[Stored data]
★ ★ ★ ★ ★

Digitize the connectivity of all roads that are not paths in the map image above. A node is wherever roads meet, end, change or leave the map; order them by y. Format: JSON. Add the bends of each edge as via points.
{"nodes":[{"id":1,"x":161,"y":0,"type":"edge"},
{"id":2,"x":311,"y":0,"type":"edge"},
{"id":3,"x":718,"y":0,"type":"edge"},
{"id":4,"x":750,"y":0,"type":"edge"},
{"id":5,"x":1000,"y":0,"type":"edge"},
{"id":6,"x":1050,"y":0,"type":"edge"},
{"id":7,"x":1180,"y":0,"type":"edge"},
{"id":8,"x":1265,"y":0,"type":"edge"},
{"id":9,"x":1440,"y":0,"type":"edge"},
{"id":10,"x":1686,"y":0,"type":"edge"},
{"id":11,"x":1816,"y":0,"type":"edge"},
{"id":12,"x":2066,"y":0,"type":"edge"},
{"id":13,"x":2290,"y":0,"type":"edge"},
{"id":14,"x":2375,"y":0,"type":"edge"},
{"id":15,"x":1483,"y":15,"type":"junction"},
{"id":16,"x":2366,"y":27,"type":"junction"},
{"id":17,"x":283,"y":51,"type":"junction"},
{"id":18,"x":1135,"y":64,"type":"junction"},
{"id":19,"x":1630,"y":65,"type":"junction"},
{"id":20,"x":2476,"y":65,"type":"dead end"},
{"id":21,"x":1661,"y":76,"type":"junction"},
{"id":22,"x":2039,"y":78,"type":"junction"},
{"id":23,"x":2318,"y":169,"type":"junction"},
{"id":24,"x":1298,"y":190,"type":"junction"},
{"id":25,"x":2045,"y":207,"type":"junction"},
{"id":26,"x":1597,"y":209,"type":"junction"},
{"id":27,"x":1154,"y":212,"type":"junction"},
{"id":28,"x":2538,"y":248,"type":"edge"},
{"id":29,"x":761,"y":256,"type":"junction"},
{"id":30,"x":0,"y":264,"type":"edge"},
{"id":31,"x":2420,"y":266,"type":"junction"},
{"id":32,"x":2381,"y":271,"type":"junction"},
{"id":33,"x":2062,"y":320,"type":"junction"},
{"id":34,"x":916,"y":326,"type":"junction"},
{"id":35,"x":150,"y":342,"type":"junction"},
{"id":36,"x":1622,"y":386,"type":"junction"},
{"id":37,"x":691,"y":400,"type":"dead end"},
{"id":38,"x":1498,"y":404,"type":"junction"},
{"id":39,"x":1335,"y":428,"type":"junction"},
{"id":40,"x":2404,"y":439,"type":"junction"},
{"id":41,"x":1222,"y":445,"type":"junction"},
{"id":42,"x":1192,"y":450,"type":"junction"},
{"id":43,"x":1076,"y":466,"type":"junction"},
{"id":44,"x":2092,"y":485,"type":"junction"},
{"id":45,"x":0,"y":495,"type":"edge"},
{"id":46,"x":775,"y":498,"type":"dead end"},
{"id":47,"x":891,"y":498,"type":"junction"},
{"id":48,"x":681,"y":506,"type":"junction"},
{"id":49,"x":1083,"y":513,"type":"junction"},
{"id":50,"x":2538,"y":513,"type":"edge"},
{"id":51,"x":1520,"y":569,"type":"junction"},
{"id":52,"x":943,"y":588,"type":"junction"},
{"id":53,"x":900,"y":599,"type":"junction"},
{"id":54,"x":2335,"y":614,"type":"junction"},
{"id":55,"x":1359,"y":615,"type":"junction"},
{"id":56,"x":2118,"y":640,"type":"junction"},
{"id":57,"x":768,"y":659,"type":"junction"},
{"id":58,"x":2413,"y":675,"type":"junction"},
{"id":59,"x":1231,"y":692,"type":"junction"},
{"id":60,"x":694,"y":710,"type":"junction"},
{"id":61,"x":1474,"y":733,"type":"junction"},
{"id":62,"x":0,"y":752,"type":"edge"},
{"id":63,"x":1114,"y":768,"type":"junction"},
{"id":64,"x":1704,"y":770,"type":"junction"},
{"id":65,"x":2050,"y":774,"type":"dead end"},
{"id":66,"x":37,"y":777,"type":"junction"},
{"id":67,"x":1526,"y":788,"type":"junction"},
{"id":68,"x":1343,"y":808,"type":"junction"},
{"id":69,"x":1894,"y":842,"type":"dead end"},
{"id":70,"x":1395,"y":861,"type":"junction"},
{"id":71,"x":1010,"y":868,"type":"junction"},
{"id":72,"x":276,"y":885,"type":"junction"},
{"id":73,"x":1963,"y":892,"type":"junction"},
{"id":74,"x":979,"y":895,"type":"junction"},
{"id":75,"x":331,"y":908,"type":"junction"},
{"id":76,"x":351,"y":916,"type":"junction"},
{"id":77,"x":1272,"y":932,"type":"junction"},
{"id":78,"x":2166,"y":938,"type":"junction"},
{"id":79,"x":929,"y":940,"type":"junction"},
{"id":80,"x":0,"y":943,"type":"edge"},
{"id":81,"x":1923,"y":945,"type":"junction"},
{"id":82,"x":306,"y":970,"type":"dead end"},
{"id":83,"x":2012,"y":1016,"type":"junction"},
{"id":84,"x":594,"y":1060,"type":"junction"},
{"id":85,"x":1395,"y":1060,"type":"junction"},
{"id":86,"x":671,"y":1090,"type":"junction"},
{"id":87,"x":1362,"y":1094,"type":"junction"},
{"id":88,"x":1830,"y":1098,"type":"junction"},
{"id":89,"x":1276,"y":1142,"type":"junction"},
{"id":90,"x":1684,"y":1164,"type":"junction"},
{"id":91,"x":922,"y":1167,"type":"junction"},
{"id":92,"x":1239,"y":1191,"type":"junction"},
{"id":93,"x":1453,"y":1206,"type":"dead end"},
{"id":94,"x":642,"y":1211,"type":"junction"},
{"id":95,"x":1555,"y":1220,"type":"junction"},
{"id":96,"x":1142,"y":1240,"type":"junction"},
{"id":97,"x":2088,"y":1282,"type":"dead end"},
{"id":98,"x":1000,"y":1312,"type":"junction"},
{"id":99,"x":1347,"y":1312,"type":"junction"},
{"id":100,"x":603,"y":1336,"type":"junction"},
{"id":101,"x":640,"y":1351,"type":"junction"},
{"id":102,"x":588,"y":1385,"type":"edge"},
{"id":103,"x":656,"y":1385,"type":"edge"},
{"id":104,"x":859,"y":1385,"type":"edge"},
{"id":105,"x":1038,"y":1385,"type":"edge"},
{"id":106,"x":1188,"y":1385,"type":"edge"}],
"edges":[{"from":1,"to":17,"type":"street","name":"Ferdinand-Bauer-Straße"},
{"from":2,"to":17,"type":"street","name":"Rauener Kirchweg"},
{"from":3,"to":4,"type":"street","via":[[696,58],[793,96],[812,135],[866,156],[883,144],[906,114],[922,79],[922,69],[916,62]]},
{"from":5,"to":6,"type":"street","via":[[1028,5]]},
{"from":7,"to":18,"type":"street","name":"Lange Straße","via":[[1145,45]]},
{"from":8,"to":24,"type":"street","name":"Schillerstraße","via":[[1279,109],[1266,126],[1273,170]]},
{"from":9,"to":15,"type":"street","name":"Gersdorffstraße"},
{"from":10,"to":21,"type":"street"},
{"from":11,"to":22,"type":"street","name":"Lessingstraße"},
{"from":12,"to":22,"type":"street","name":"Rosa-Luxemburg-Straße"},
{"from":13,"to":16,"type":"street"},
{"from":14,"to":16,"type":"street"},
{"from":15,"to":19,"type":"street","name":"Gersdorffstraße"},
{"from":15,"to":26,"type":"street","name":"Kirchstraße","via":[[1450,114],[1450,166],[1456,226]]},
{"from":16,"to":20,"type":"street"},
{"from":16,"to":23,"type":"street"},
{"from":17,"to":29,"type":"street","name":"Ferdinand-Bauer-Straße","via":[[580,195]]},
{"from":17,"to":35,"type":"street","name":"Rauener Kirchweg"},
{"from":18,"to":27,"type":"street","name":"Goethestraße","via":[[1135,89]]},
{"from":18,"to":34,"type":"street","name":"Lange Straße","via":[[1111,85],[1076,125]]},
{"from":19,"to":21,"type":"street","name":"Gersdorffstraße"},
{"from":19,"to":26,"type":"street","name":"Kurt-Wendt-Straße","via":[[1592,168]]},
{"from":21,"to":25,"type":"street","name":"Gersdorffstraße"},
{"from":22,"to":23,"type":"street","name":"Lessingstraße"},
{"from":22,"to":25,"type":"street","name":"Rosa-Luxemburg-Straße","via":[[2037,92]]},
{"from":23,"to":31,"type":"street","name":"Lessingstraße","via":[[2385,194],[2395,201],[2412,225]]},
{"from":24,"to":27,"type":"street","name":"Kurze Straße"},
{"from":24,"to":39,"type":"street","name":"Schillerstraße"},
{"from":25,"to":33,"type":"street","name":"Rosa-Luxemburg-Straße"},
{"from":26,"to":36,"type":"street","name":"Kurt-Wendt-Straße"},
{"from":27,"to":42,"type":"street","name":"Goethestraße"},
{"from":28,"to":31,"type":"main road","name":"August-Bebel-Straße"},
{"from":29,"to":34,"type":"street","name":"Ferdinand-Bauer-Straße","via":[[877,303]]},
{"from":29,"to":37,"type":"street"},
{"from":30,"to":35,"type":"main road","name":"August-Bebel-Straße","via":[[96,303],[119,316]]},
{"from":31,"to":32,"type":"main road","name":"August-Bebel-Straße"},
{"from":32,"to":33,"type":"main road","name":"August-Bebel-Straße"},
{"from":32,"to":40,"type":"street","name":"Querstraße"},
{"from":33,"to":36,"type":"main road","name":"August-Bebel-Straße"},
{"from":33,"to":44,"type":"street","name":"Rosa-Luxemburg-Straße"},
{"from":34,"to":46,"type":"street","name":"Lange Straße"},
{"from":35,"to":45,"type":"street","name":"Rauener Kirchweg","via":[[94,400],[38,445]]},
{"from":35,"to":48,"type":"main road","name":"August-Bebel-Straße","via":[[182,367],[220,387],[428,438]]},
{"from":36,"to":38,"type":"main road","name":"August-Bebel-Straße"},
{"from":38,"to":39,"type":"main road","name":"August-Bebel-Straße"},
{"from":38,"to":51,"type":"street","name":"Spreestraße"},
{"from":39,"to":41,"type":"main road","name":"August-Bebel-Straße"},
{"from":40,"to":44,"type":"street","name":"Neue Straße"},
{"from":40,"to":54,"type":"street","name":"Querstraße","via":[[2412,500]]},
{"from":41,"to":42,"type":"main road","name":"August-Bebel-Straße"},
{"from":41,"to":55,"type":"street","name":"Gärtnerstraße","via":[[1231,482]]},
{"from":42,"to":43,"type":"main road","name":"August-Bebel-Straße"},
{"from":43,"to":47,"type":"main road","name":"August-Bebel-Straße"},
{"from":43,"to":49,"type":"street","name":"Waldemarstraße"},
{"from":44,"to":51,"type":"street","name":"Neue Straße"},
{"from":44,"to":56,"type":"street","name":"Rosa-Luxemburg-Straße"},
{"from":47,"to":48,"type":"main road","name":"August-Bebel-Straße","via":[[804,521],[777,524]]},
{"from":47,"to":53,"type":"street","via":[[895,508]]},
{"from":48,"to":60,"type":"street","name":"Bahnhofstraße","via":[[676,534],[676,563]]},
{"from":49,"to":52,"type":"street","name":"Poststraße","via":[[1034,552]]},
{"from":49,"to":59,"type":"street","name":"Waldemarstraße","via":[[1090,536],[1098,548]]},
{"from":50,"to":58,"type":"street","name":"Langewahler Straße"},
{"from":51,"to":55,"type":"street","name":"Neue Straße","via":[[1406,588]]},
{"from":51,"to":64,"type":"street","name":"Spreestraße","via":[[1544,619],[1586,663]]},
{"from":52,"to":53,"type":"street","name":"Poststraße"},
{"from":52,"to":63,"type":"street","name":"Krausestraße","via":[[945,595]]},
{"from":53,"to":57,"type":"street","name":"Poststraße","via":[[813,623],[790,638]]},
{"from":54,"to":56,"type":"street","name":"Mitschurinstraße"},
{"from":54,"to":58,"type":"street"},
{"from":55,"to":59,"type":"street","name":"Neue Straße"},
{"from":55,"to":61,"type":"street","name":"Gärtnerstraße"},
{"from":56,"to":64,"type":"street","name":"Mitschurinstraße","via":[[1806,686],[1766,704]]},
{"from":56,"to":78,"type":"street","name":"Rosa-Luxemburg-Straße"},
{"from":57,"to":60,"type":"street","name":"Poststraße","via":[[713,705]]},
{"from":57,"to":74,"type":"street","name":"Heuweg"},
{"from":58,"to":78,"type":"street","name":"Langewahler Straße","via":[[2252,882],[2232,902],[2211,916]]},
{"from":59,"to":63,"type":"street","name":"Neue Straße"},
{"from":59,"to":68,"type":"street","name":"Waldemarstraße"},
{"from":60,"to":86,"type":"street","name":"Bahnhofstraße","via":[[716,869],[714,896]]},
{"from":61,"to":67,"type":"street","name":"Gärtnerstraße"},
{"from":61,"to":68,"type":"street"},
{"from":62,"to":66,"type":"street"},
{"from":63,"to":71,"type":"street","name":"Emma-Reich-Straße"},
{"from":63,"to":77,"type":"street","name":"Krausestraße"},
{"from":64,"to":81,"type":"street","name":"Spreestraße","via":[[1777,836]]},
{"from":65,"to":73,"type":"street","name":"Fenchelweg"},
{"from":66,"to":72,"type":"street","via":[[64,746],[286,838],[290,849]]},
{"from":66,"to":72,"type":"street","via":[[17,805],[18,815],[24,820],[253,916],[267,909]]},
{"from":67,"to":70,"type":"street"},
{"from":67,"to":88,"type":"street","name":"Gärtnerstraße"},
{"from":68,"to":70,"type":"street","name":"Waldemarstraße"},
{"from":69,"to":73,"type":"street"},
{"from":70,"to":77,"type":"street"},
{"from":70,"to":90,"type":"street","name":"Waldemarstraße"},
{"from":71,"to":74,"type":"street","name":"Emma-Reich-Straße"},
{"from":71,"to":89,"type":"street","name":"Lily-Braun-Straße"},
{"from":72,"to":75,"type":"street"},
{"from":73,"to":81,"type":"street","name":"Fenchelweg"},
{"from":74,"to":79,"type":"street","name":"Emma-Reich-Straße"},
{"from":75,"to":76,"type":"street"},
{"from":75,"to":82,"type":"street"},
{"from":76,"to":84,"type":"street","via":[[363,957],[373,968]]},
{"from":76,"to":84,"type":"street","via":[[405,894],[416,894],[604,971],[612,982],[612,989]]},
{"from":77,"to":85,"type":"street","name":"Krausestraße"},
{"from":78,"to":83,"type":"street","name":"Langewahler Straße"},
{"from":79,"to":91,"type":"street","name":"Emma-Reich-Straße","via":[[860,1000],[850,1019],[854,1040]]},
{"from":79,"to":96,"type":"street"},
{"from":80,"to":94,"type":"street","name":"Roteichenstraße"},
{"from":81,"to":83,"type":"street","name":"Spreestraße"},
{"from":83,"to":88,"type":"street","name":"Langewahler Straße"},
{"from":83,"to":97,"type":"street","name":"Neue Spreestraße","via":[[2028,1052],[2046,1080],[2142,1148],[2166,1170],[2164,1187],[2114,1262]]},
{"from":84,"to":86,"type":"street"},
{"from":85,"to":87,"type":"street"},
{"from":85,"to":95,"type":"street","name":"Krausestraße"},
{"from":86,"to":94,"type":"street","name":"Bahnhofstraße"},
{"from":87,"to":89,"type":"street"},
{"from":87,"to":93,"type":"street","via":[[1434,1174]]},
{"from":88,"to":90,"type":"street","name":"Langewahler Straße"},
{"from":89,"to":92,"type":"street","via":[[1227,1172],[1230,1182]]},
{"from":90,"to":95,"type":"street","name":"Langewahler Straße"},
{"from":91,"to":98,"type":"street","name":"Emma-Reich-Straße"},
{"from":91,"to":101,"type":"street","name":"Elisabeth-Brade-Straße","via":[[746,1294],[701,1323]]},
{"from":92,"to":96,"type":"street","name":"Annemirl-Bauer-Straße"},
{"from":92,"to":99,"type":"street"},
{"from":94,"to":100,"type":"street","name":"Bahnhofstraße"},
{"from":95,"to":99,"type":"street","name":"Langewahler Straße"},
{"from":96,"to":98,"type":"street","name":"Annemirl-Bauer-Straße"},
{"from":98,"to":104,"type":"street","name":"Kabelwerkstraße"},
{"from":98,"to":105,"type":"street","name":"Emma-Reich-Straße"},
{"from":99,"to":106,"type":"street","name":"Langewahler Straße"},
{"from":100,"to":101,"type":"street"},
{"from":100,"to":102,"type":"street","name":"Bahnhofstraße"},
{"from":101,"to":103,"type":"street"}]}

★ ★ ★ ★ ★

Exercise goal: Whenever a line of the data includes the word "Waldemarstraße", show that line in full.

Exercise response:
{"from":43,"to":49,"type":"street","name":"Waldemarstraße"},
{"from":49,"to":59,"type":"street","name":"Waldemarstraße","via":[[1090,536],[1098,548]]},
{"from":59,"to":68,"type":"street","name":"Waldemarstraße"},
{"from":68,"to":70,"type":"street","name":"Waldemarstraße"},
{"from":70,"to":90,"type":"street","name":"Waldemarstraße"},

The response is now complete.